She was preening herself before a small mirror and did not notice the elderly man, who, under her fascination, was being transformed.
"You're a regular Frankenstein," he muttered, while the consciousness of the blue eyes in the dusky skin, the long slenderness of her body, and the hue of her strange hair grew upon him. "Do you know what a Frankenstein is?"
"No." And now Priscilla, weary of her play and self-contemplation, turned about and took a chair opposite Farwell. "Tell me."

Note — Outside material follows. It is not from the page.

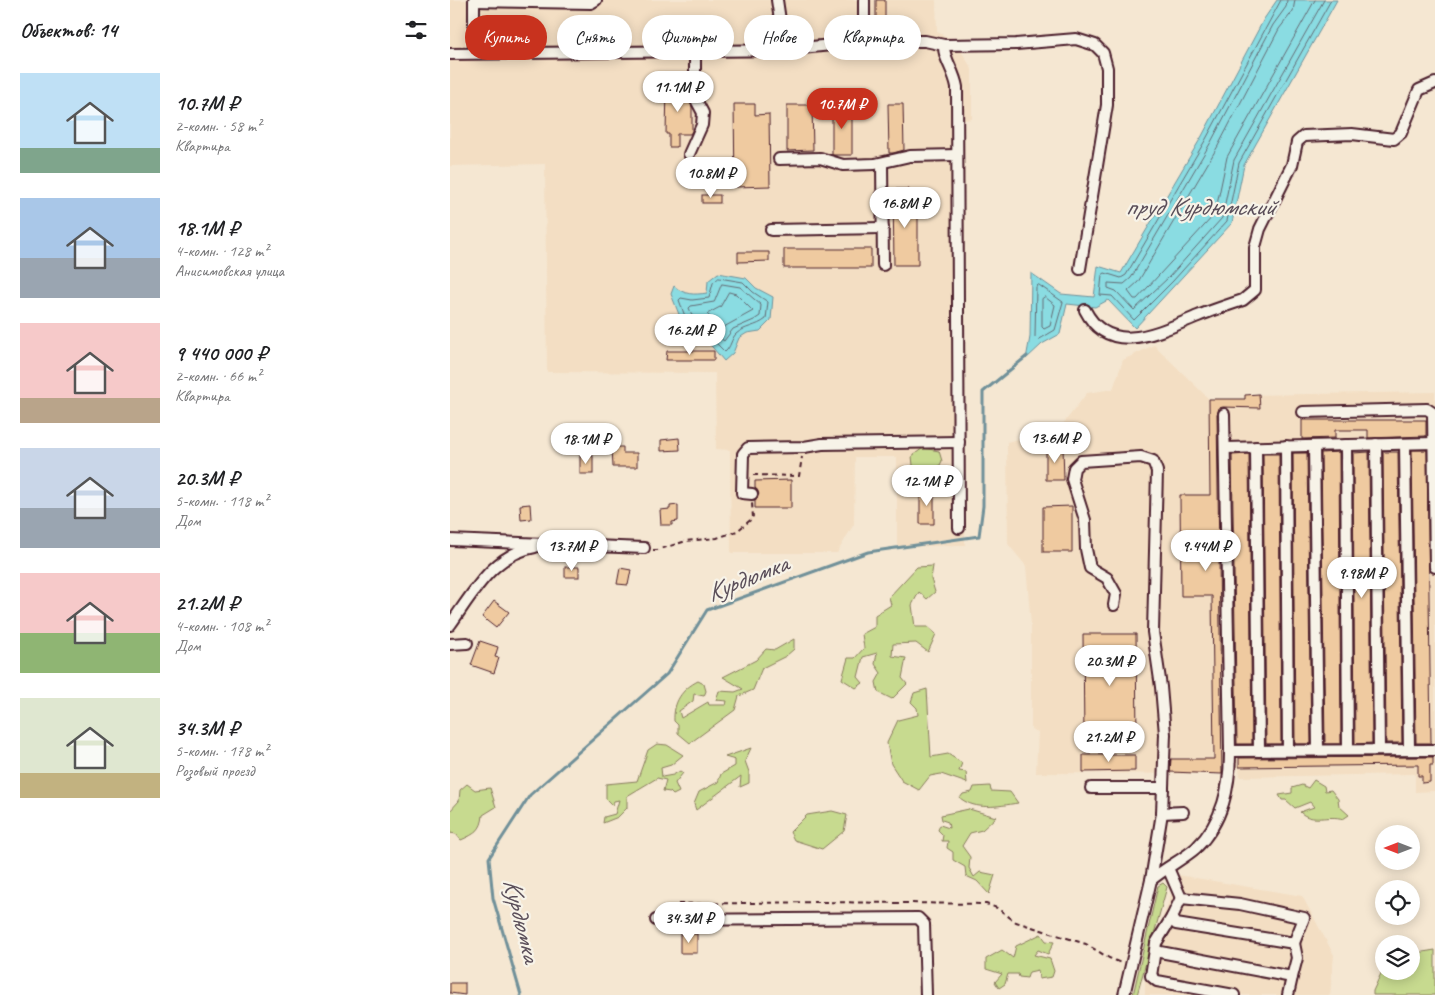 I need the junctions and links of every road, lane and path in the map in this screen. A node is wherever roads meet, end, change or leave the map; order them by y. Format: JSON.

So he told her, but she shook her head.
"You've only helped me to find myself; you did not make me," she said with a little sigh. "Oh, Mr. Farwell, I do—much thinking up at Lonely Farm. The winters are long, and the nights, too. You know there is a queer little plant beside the spring at the foot of our garden; it has roots long enough and thick enough for a thing twice its size. It grew strong and sure underground before it ventured up. It blossomed last summer; an odd flower it had. I think I am like that. You've taught me to—well, know myself. I shall not shame you, Master Farwell. You know we of the lonesome In-Place make friends with strange objects; everything in nature talks to us, if we will but listen. You have taught me to listen, too. Back a piece in the woods are a strong young hemlock and a little white birch. For years I have watched and tended them. When I was a small girl I likened the hemlock to you, sir, and there was I, leaning and huddling close to you, like the ghostly stripling of the woods. Well, I noticed to-day, Mr. Farwell, the birch stands quite securely; it doesn't bend for support on the hemlock, but it is standing friendly all the same. I think"—and here Priscilla clasped her hands close and outstretched them—"I think I am soon going away!"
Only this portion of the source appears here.